After daily.sh was run today and pulled commit a64bd45dbc733280dfc8d28e39a1df0a03adbfaf brocade bgp is broken.
Reason for this seems to be matching of BGP4V2 mib (which on brocade supports VRFs) and BGP4 mib (which as commented in commit does not support VRFs).
Because of this all brocade devices had BGP down alerts
My simple fix is to change bgp-peers.inc.php line 101 to bgp4V2PeerRemoteAs.1, which only walks default VRF. I guess the best solution for brocade devices would be to only use BGP4V2 mib, as this will include all BGP sessions, not only default VRF.
When more info is needed, I’m glad to try and help.
Unfortunately I also experienced this issue with several routers alerting about down bgp sessions. In the alerts all the peer states were empty so it’s not being parsed correctly or not fetched correctly.
Theoretically, both MIBs could still be used, but the results for the global routing table (default VRF) should match. And BGP4V2 mib should here only add the non default VRF mibs. This would then result in the complete BGP table.
@martijn-schmidt : Could you join this topic here and give us some feedback ? It seems that the PR (https://github.com/librenms/librenms/pull/10941) has some impact in its current form. Thanx
After deploying the BGP-peers code from PR #10941 on our production LibreNMS instance, it turned out that there are severe scaling issues with the BGP4V2-MIB on the NetIron platform if there are large amounts of sessions (in our case >1000 BGP peers): this results in heightened MP-CPU when polling, think a 25% overall increase.
Moreover, it appears that the router does a
show ip bgp summary on the CLI to retrieve the data for BGP4V2-MIB and then only displays the output from the first “page”. This means the output from all subsequent “pages” is missed.

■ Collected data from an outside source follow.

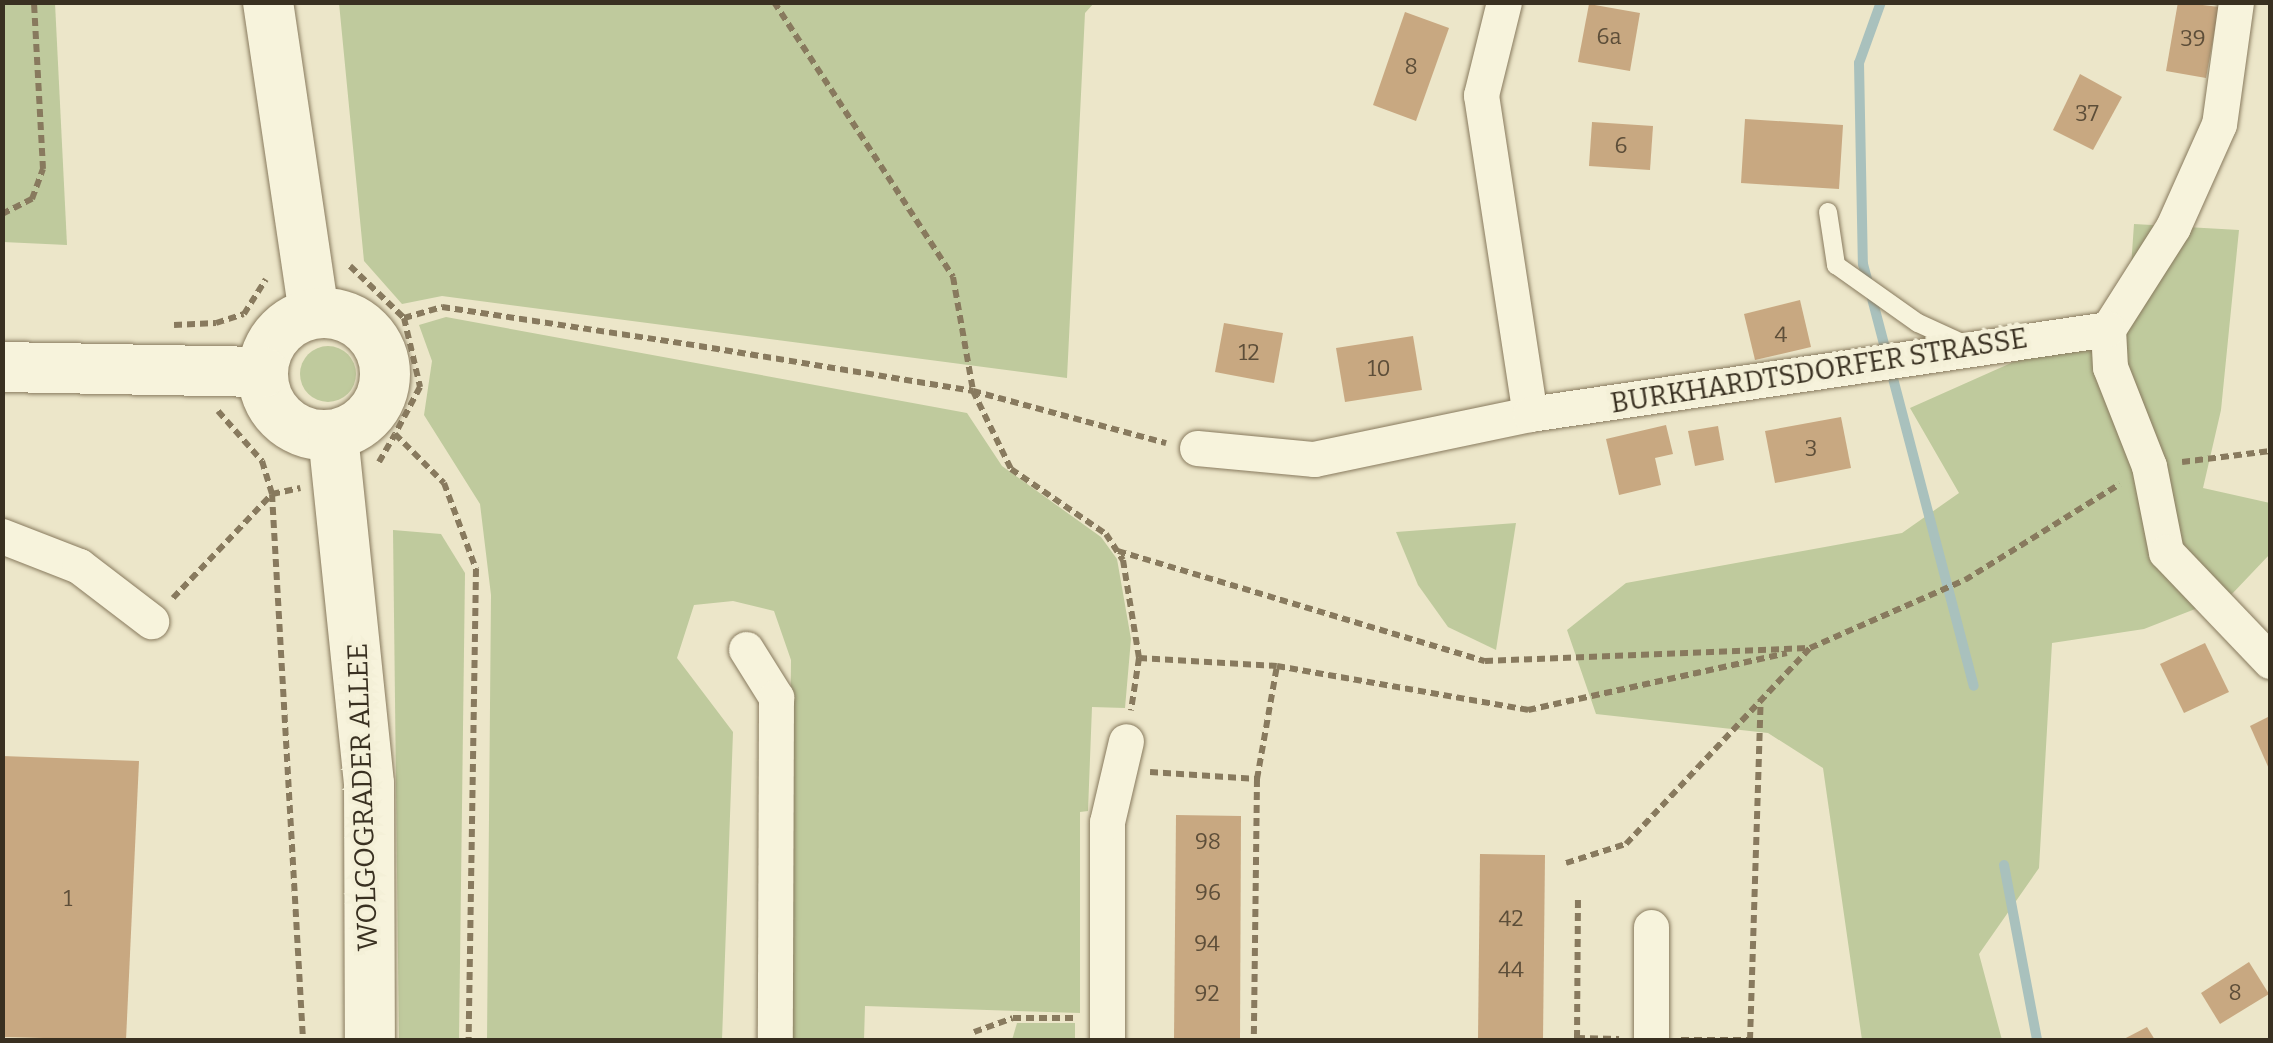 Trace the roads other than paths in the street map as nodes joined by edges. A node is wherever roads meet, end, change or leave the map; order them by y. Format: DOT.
graph roads {
  1 [pos="268,2"];
  2 [pos="1504,2"];
  3 [pos="2236,2"];
  4 [pos="1828,212"];
  5 [pos="312,291"];
  6 [pos="2108,329"];
  7 [pos="1953,348"];
  8 [pos="232,356"];
  9 [pos="2,366"];
  10 [pos="1530,414"];
  11 [pos="333,435"];
  12 [pos="1197,448"];
  13 [pos="2,536"];
  14 [pos="151,621"];
  15 [pos="746,649"];
  16 [pos="2270,662"];
  17 [pos="1122,756"];
  18 [pos="1651,927"];
  19 [pos="370,1040"];
  20 [pos="775,1040"];
  21 [pos="1107,1040"];
  22 [pos="1651,1040"];
  1 -- 5 [label="main road"];
  2 -- 10 [label="street"];
  3 -- 6 [label="street"];
  4 -- 7 [label="lane"];
  5 -- 8 [label="main road"];
  5 -- 11 [label="main road"];
  6 -- 7 [label="street, BURKHARDTSDORFER STRASSE"];
  6 -- 16 [label="street"];
  7 -- 10 [label="street, BURKHARDTSDORFER STRASSE"];
  8 -- 9 [label="main road"];
  8 -- 11 [label="main road"];
  10 -- 12 [label="street, BURKHARDTSDORFER STRASSE"];
  11 -- 19 [label="main road, WOLGOGRADER ALLEE"];
  13 -- 14 [label="street"];
  15 -- 20 [label="street"];
  17 -- 21 [label="street"];
  18 -- 22 [label="street"];
}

Unfortunately these two issues weren’t uncovered during my tests in the lab. My apologies for that. I have opened PR #11096 to revert the changes to Brocade BGP peer discovery/polling.
BGP code from this PR is now reverted. @Elias and @robje please do a ./daily.sh AND a ./discovery.php -h “xx” and confirm that the behaviour is back to what it was previously.
Thanks, I ran the daily and will see how it behaves after the next alert check.
Looks still to be funky:
so for all peers the state is empty or couldn’t be parsed.
Seems to only occur on ipv6 peers, the ipv4 peers on the same router are properly detected and the state is in the database normally.
@Elias The old code didn’t support IPv6 at all, that was what the original PR tried to address. Now that the BGP-peers part of the PR has been reverted the poller code for IPv6 sessions no longer exists, that’s why they’re showing as empty.
Once you run a rediscovery for that device with the reverted code the IPv6 sessions should disappear and everything will be back to the way it was. Please tag me in this thread if that is not the case and I’ll help to investigate.
correct, @Elias, you need a rediscovery for all brocade devices, after the ./daily.sh.
Ok good to know, thanks for the info!
Looks good here too. THNX everyone